The Financial leverage ratio, which measures the extent to which the company relies on debt financing, has shown a slight increase over the years, from 1.99 on February 28, 2021 to 2.64 on February 29, 2024. While this increase indicates a higher level of leverage, the ratio still remains at a reasonable level, suggesting that Constellation Brands Inc Class A has been able to effectively manage its debt levels without compromising its financial stability.

Overall, based on the solvency ratios analyzed, Constellation Brands Inc Class A appears to have a solid financial position with low debt levels and a prudent approach to capital structure management.


Coverage ratios

Feb 28, 2025 Feb 29, 2024 Feb 28, 2023 Feb 28, 2022 Feb 28, 2021
Interest coverage -1.20 6.10 1.96 1.86 7.59

The interest coverage ratio measures a company's ability to meet its interest payments on outstanding debt. A higher ratio indicates a stronger ability to cover interest expenses.

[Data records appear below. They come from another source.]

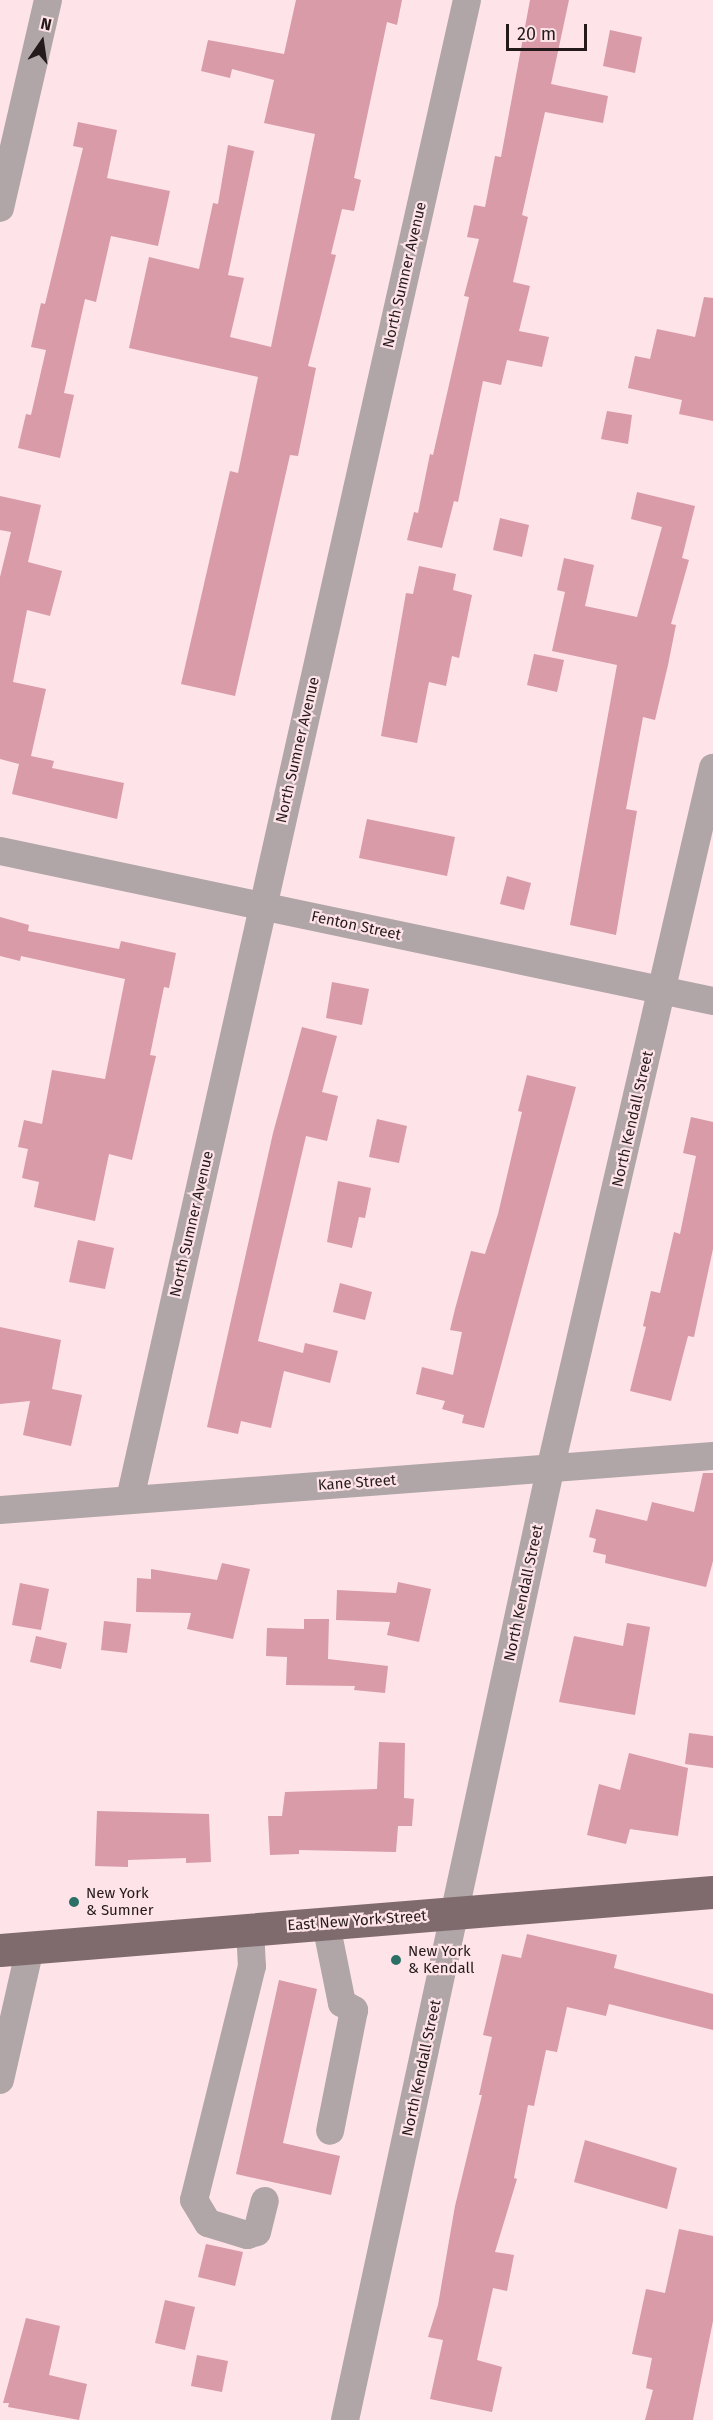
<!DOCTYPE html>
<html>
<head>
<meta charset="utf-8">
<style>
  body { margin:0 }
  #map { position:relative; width:713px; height:2420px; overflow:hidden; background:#fee3e8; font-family:"Fira Sans",sans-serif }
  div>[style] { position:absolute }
  .building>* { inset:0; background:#d89ba7 }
  .minor>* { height:28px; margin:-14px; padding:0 14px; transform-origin:14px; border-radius:14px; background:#b0a5a7 }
  .major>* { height:33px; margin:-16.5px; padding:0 16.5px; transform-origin:16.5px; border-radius:16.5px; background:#7f6b6e }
  .dots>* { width:16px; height:16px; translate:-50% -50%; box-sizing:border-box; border:3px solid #fee3e8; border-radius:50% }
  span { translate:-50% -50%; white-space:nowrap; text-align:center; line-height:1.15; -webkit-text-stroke:4.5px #fee3e8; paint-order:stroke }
  .street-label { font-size:15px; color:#241a1c }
  .poi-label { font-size:15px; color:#241a1c }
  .left { translate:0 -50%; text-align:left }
  .north { position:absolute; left:12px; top:12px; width:60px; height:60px; -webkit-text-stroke:4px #fee3e8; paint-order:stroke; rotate:13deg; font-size:16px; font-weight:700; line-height:24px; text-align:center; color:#241a1c }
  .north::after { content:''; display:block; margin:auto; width:21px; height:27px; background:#241a1c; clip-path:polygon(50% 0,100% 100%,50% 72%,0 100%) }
  .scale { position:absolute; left:506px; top:24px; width:81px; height:27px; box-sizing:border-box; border:3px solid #241a1c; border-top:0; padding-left:8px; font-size:18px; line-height:21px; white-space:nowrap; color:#241a1c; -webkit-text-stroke:4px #fee3e8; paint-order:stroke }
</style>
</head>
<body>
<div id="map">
  <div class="building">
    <i style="clip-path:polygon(296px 0,402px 0,397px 25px,387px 22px,354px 178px,361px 180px,354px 211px,342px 209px,331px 254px,336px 255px,308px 366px,316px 368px,305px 422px,298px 456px,290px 455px,235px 696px,181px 684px,230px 471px,238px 473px,258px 377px,129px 348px,149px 257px,199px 269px,213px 203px,218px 204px,228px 145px,254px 151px,228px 275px,244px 278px,230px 337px,271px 347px,315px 134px,264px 123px,274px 80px,232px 69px,230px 78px,201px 71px,208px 40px,284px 54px)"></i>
    <i style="clip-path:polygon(530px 0,569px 0,551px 84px,608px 96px,603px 123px,545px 112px,522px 215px,528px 217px,513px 282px,530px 286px,519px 331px,549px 337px,542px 367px,507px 360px,501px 385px,483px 381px,458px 502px,454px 501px,442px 548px,407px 540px,414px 512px,418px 513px,430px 454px,433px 455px,469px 297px,464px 296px,479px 239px,467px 237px,474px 205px,485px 207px,495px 156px,501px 157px)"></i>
    <i style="clip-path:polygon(610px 30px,642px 37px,635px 73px,603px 66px)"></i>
    <i style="clip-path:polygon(78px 122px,117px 130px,107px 178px,170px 191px,158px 246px,111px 236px,96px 302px,85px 299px,64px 393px,74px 395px,60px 458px,18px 448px,26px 414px,31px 415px,46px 350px,31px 347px,41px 303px,45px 304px,83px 148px,73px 146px)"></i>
    <i style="clip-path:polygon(704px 297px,713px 298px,713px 421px,679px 414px,682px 400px,628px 388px,635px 356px,650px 359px,657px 329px,695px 337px)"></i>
    <i style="clip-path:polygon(607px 411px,632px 415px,628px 444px,601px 439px)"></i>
    <i style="clip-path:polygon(637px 492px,695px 506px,682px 558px,689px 560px,671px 624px,676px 625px,668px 665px,655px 720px,643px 717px,626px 809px,637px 811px,616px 935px,570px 925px,617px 665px,552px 651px,565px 592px,557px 590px,564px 558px,594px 565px,585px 606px,637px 617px,662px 527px,631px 519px)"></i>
    <i style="clip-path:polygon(0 496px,41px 505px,28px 562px,62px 571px,50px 616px,27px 610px,13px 682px,46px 689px,31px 756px,54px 761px,52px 768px,124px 783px,117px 819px,12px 794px,19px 764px,0 759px,0 577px,11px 532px,0 530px)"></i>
    <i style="clip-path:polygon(500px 518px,529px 525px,522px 557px,493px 550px)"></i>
    <i style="clip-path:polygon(419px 566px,456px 574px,453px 590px,472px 595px,459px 658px,452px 656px,446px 686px,429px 682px,417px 743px,381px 736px,406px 593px,413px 594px)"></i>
    <i style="clip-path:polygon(534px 654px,564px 660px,557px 692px,527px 685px)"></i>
    <i style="clip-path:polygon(367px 819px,455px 837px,447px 876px,359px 858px)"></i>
    <i style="clip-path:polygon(507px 876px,531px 883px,524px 910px,500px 904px)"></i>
    <i style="clip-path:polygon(0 917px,29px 925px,28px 931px,119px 949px,121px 941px,176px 953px,169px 988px,164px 987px,150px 1055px,156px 1056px,132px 1160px,109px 1154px,95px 1221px,34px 1207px,39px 1182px,22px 1178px,28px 1149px,18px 1147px,24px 1120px,42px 1124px,52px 1070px,105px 1079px,125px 979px,21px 956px,20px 961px,0 956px)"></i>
    <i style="clip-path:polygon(332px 982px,369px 989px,362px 1025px,326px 1018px)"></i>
    <i style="clip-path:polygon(302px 1027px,337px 1036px,322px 1092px,338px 1096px,327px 1141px,306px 1136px,258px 1341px,303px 1353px,305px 1343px,338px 1351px,330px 1383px,284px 1371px,271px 1428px,241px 1421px,238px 1434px,207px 1427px,273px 1133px)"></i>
    <i style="clip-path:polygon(527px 1075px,576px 1087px,484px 1428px,462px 1423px,464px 1415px,442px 1409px,445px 1401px,416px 1394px,422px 1367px,453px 1375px,462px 1332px,450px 1330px,455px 1309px,471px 1251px,485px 1254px,498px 1214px,522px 1112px,518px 1111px)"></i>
    <i style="clip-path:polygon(691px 1117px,713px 1122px,713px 1249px,694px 1337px,688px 1336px,671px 1401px,630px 1391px,646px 1327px,643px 1326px,651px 1291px,660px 1293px,674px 1232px,680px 1234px,696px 1156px,683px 1153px)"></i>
    <i style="clip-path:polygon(377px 1119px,407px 1126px,399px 1163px,369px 1157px)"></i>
    <i style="clip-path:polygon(338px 1181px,371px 1188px,365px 1218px,359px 1217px,352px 1248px,327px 1242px)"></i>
    <i style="clip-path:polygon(78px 1240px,114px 1248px,105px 1289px,69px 1282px)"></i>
    <i style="clip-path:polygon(340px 1283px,372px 1292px,365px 1320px,333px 1312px)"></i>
    <i style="clip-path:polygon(0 1327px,61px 1340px,52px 1389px,82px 1395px,71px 1446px,23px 1435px,30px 1401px,0 1404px)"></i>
    <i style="clip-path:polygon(703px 1473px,713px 1473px,713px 1561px,706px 1587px,605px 1563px,606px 1555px,593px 1552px,596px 1539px,589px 1537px,596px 1509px,647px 1521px,652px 1502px,694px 1512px)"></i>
    <i style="clip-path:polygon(222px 1563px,250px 1569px,233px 1639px,187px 1629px,191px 1613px,136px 1612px,137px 1578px,151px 1579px,151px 1569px,217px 1580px)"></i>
    <i style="clip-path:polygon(398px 1582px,431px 1589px,419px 1642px,387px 1635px,390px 1622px,336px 1620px,337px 1590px,396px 1593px)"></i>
    <i style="clip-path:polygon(20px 1583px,49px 1589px,41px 1630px,12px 1625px)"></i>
    <i style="clip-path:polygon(304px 1619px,329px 1619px,328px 1659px,388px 1666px,385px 1693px,354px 1690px,355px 1686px,286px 1685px,287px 1657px,266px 1656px,267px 1628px,304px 1629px)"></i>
    <i style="clip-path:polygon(104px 1621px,131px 1624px,127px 1653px,101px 1650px)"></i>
    <i style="clip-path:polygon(627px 1623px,650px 1627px,635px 1715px,559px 1702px,574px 1636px,623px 1646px)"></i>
    <i style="clip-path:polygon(36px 1636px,67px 1643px,61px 1669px,30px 1662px)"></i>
    <i style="clip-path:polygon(689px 1733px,713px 1736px,713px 1768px,685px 1764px)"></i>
    <i style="clip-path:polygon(379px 1742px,405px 1743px,404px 1798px,414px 1799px,412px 1826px,398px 1826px,396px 1852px,299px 1850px,299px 1854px,270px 1855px,268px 1816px,282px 1816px,285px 1792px,377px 1789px)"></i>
    <i style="clip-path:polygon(629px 1753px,688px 1768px,678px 1836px,630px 1829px,626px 1844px,587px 1835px,599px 1784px,620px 1790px)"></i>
    <i style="clip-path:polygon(97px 1811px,209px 1814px,211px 1862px,186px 1863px,186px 1858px,128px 1860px,128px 1867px,95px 1866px)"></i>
    <i style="clip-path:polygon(527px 1934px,617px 1955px,614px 1968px,713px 1994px,713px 2030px,609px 2004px,606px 2016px,567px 2007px,557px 2052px,546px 2050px,534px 2106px,528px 2105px,514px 2178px,517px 2179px,495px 2252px,514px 2255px,507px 2291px,493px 2288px,477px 2360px,502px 2367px,492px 2412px,430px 2399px,443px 2340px,428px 2337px,438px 2305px,455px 2206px,482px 2095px,479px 2095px,492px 2037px,483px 2035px,502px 1954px,521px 1958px)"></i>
    <i style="clip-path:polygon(279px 1980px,317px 1989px,283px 2143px,340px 2156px,331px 2195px,236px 2174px)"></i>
    <i style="clip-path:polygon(585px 2140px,677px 2168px,667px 2209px,574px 2182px)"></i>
    <i style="clip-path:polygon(679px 2229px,713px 2236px,713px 2321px,693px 2420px,645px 2420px,653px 2390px,646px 2388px,652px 2358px,632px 2354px,646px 2289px,665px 2293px)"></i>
    <i style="clip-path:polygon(206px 2244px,243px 2252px,235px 2286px,198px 2277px)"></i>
    <i style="clip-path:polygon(165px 2300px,195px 2307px,185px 2350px,155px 2343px)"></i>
    <i style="clip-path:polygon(26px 2318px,60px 2326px,49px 2375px,87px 2384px,79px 2420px,8px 2407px,9px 2403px,3px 2403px)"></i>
    <i style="clip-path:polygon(197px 2355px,228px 2361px,222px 2392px,191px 2386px)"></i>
  </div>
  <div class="minor">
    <i style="left:0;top:208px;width:213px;rotate:-77deg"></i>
    <i style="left:0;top:851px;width:729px;rotate:11.88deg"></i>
    <i style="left:130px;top:1499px;width:1536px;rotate:-77.33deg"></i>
    <i style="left:0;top:1510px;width:715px;rotate:-4.33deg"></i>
    <i style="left:326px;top:1924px;width:81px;rotate:78.6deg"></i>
    <i style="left:342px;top:2003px;width:14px;rotate:30deg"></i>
    <i style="left:354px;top:2010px;width:123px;rotate:101.2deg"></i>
    <i style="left:250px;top:1929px;width:37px;rotate:87deg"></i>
    <i style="left:252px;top:1966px;width:241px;rotate:103.9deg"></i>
    <i style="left:194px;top:2200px;width:27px;rotate:59deg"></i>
    <i style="left:208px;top:2223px;width:41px;rotate:17.1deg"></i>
    <i style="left:247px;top:2235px;width:10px;rotate:-17deg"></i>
    <i style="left:257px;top:2232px;width:32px;rotate:-76deg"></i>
    <i style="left:0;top:2080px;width:135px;rotate:-77.2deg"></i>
    <i style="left:345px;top:2420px;width:972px;rotate:-77.82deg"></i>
    <i style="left:550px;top:1470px;width:721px;rotate:-76.93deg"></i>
  </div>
  <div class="major">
    <i style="left:0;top:1950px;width:715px;rotate:-4.65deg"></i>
  </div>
  <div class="dots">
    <i style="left:74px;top:1902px;background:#2a7066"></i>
    <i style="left:396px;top:1960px;background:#2a7066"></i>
  </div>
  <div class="street-label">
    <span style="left:405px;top:275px;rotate:-77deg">North Sumner Avenue</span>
    <span style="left:298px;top:750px;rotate:-77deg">North Sumner Avenue</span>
    <span style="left:356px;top:926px;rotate:12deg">Fenton Street</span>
    <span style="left:633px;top:1119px;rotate:-77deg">North Kendall Street</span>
    <span style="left:192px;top:1224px;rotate:-77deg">North Sumner Avenue</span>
    <span style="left:357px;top:1483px;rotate:-4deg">Kane Street</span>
    <span style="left:524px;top:1593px;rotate:-78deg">North Kendall Street</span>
    <span style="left:357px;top:1921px;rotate:-4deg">East New York Street</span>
    <span style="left:422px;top:2068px;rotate:-78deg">North Kendall Street</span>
  </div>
  <div class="poi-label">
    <span class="left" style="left:86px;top:1902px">New York<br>&amp; Sumner</span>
    <span class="left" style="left:408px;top:1960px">New York<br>&amp; Kendall</span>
  </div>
  <div class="north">N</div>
  <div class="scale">20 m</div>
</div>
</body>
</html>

Constellation Brands Inc Class A interest coverage has shown fluctuations over the past years. As of February 28, 2021, the interest coverage ratio was 7.59, indicating the company could cover its interest expenses over seven times with its operating profits. However, by February 28, 2022, the ratio dropped to 1.86, suggesting a decreased ability to cover interest payments with operating income.

In the following years, there was a slight improvement in the interest coverage ratio, with ratios of 1.96 on February 28, 2023, and 6.10 on February 29, 2024. These improvements indicate a better ability to meet interest obligations.

However, the interest coverage ratio took a significant downturn to -1.20 as of February 28, 2025, resulting in a negative coverage. This negative ratio implies that Constellation Brands Inc Class A did not generate sufficient operating income to cover its interest expenses, raising concerns about the company's financial health and ability to service its debt.

Overall, the fluctuating trend in the interest coverage ratio of Constellation Brands Inc Class A indicates varying levels of ability to meet interest obligations, with the most recent negative ratio highlighting potential financial strain and the need for careful monitoring and management of debt levels.